## Task description
All of the data below is to be repeated exactly, except for the pictures.

## Material for this exercise
*** Block opens ***
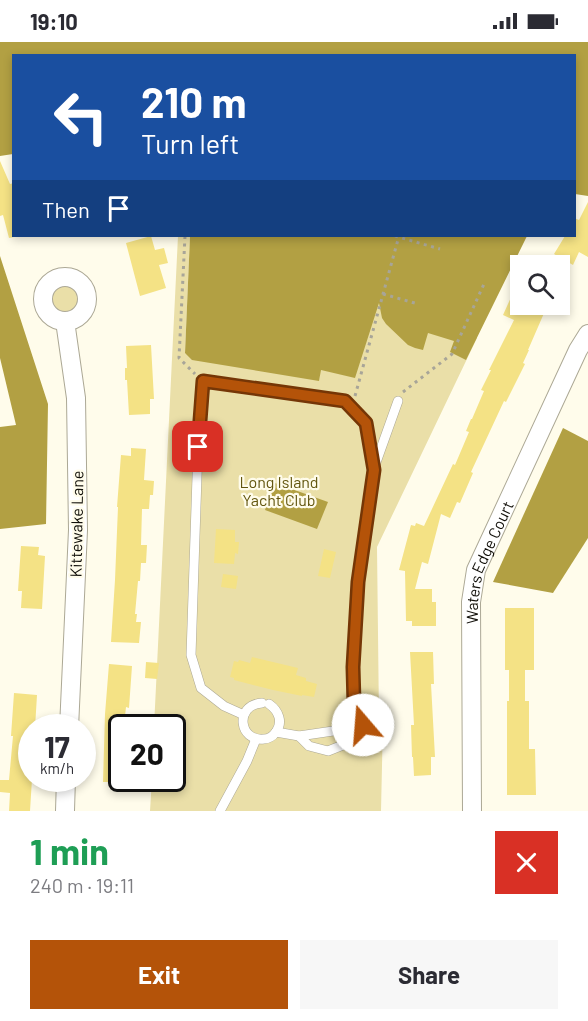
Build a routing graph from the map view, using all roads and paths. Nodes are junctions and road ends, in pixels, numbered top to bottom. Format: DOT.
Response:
graph roads {
  1 [pos="185,237"];
  2 [pos="397,237"];
  3 [pos="400,237"];
  4 [pos="440,249"];
  5 [pos="484,284"];
  6 [pos="383,294"];
  7 [pos="418,304"];
  8 [pos="65,321"];
  9 [pos="588,334"];
  10 [pos="189,367"];
  11 [pos="358,384"];
  12 [pos="399,397"];
  13 [pos="374,470"];
  14 [pos="70,714"];
  15 [pos="244,715"];
  16 [pos="363,725"];
  17 [pos="276,732"];
  18 [pos="299,736"];
  19 [pos="256,739"];
  20 [pos="66,792"];
  21 [pos="65,811"];
  22 [pos="220,811"];
  23 [pos="472,811"];
  1 -- 10 [label="path"];
  2 -- 6 [label="path"];
  3 -- 4 [label="path"];
  5 -- 12 [label="path"];
  6 -- 7 [label="path"];
  6 -- 11 [label="path"];
  8 -- 14 [label="street, Kittewake Lane"];
  9 -- 23 [label="street, Waters Edge Court"];
  12 -- 13 [label="lane"];
  13 -- 15 [label="lane"];
  13 -- 16 [label="lane"];
  15 -- 17 [label="lane"];
  15 -- 19 [label="lane"];
  16 -- 18 [label="lane"];
  16 -- 18 [label="lane"];
  17 -- 18 [label="lane"];
  17 -- 19 [label="lane"];
  19 -- 22 [label="lane"];
  20 -- 21 [label="street"];
}
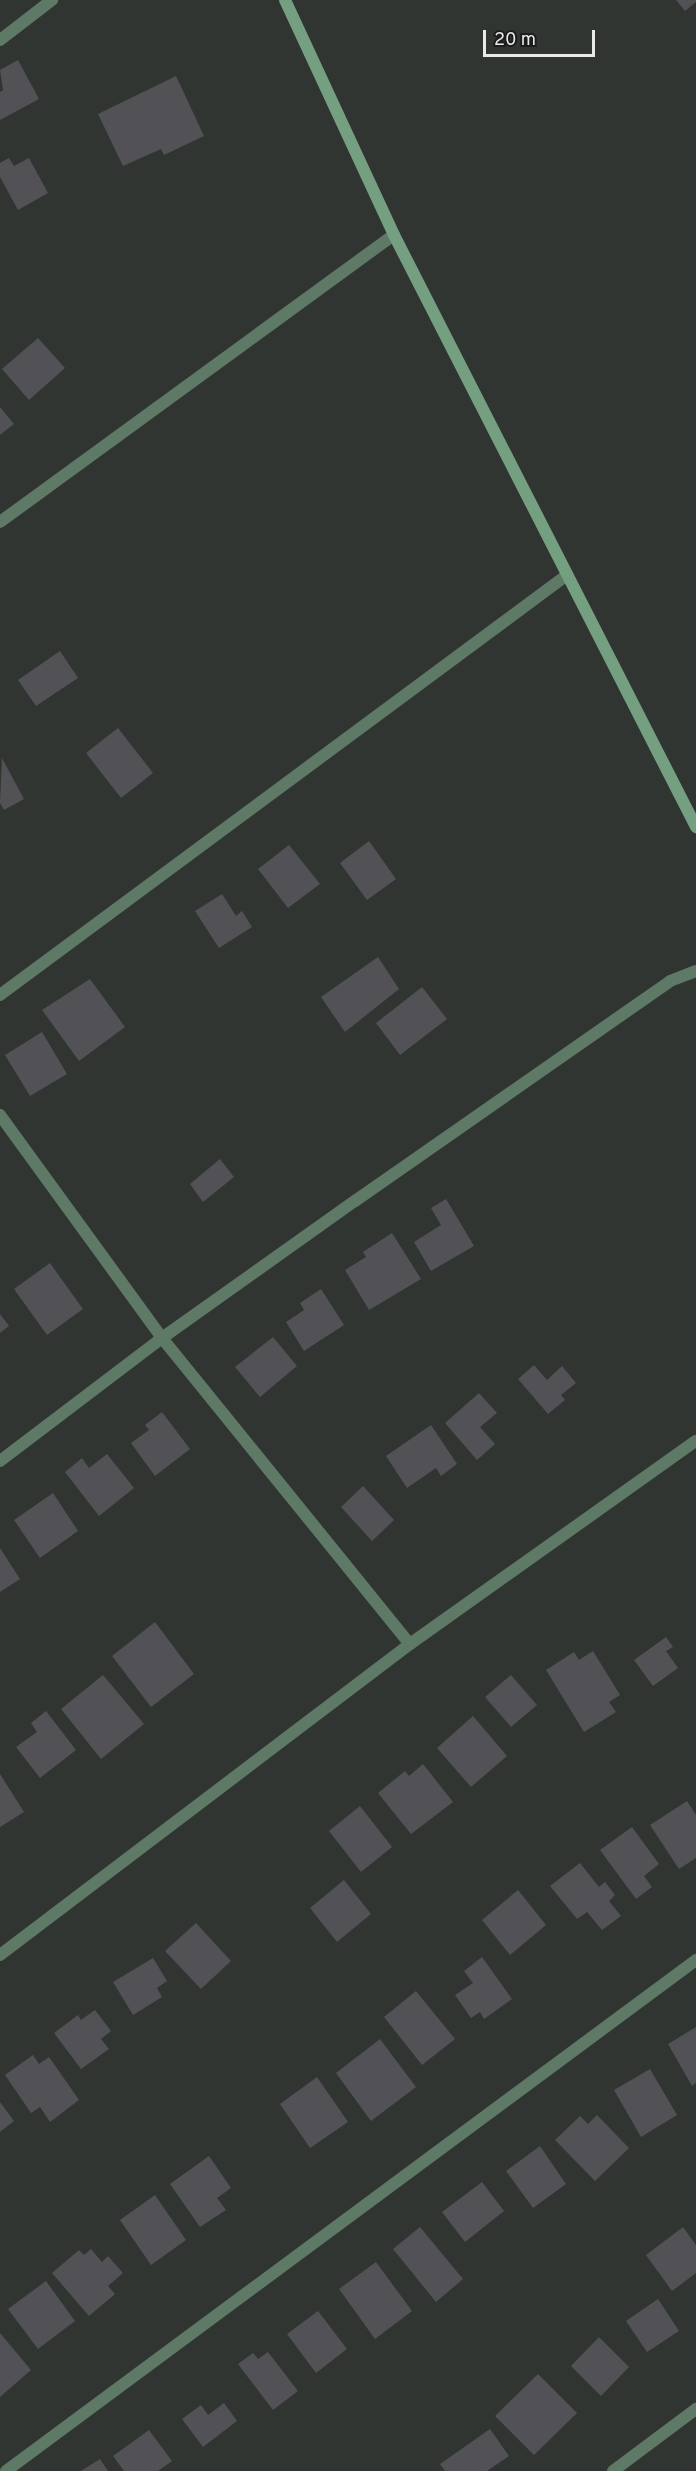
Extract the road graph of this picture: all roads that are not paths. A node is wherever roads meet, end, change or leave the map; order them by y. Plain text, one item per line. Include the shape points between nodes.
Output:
1 (52, 0) edge
2 (285, 0) edge
3 (0, 40) edge
4 (394, 236) junction
5 (0, 522) edge
6 (567, 575) junction
7 (696, 827) edge
8 (696, 971) edge
9 (0, 995) edge
10 (0, 1115) edge
11 (162, 1338) junction
12 (696, 1441) edge
13 (0, 1461) edge
14 (410, 1644) junction
15 (0, 1955) edge
16 (696, 1960) edge
17 (696, 2409) edge
18 (6, 2471) edge
19 (613, 2471) edge

1 - 3 street
2 - 4 street
4 - 5 street
4 - 6 street
6 - 7 street
6 - 9 street
8 - 11 street via 670,981
10 - 11 street
11 - 13 street
11 - 14 street
12 - 14 street
14 - 15 street
16 - 18 street
17 - 19 street

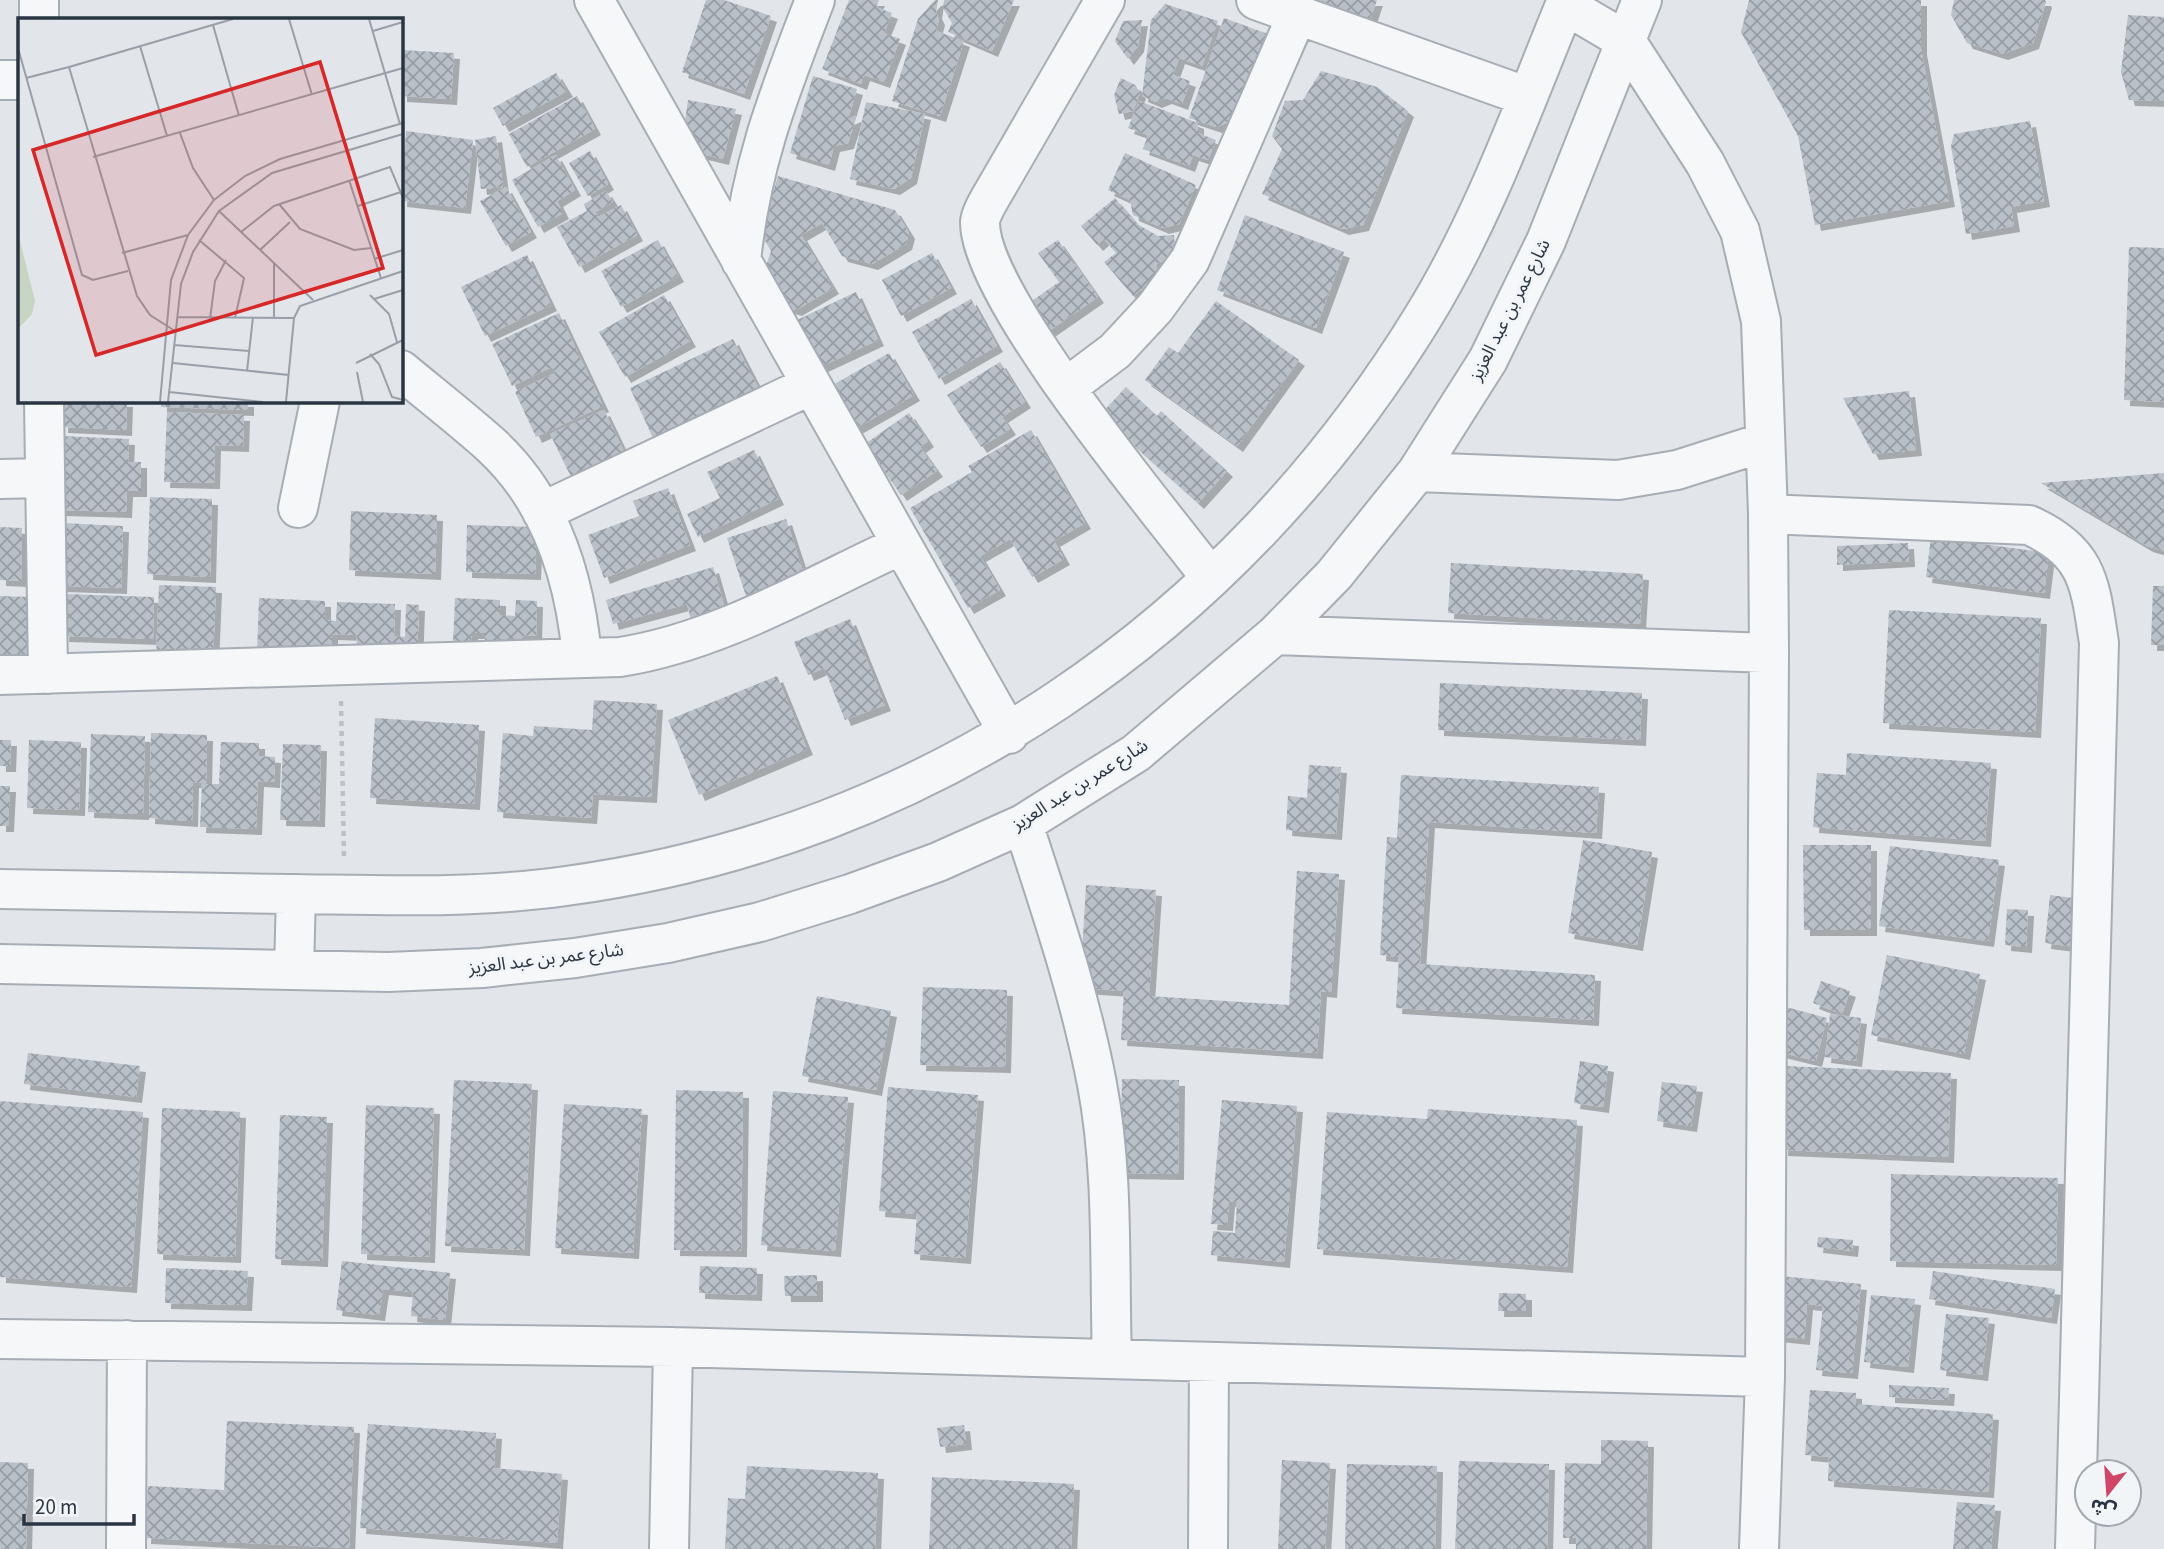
*** Block closes ***
## Problem solution
Build a routing graph from the map view, using all roads and paths. Nodes are junctions and road ends, in pixels, numbered top to bottom. Format: DOT.
Response:
graph roads {
  1 [pos="185,237"];
  2 [pos="397,237"];
  3 [pos="400,237"];
  4 [pos="440,249"];
  5 [pos="484,284"];
  6 [pos="383,294"];
  7 [pos="418,304"];
  8 [pos="65,321"];
  9 [pos="588,334"];
  10 [pos="189,367"];
  11 [pos="358,384"];
  12 [pos="399,397"];
  13 [pos="374,470"];
  14 [pos="70,714"];
  15 [pos="244,715"];
  16 [pos="363,725"];
  17 [pos="276,732"];
  18 [pos="299,736"];
  19 [pos="256,739"];
  20 [pos="66,792"];
  21 [pos="65,811"];
  22 [pos="220,811"];
  23 [pos="472,811"];
  1 -- 10 [label="path"];
  2 -- 6 [label="path"];
  3 -- 4 [label="path"];
  5 -- 12 [label="path"];
  6 -- 7 [label="path"];
  6 -- 11 [label="path"];
  8 -- 14 [label="street, Kittewake Lane"];
  9 -- 23 [label="street, Waters Edge Court"];
  12 -- 13 [label="lane"];
  13 -- 15 [label="lane"];
  13 -- 16 [label="lane"];
  15 -- 17 [label="lane"];
  15 -- 19 [label="lane"];
  16 -- 18 [label="lane"];
  16 -- 18 [label="lane"];
  17 -- 18 [label="lane"];
  17 -- 19 [label="lane"];
  19 -- 22 [label="lane"];
  20 -- 21 [label="street"];
}
Extract the road graph of this picture: all roads that are not paths. A node is wherever roads meet, end, change or leave the map; order them by y. Plain text, one item per line. Include the shape points between nodes.
Output:
1 (52, 0) edge
2 (285, 0) edge
3 (0, 40) edge
4 (394, 236) junction
5 (0, 522) edge
6 (567, 575) junction
7 (696, 827) edge
8 (696, 971) edge
9 (0, 995) edge
10 (0, 1115) edge
11 (162, 1338) junction
12 (696, 1441) edge
13 (0, 1461) edge
14 (410, 1644) junction
15 (0, 1955) edge
16 (696, 1960) edge
17 (696, 2409) edge
18 (6, 2471) edge
19 (613, 2471) edge

1 - 3 street
2 - 4 street
4 - 5 street
4 - 6 street
6 - 7 street
6 - 9 street
8 - 11 street via 670,981
10 - 11 street
11 - 13 street
11 - 14 street
12 - 14 street
14 - 15 street
16 - 18 street
17 - 19 street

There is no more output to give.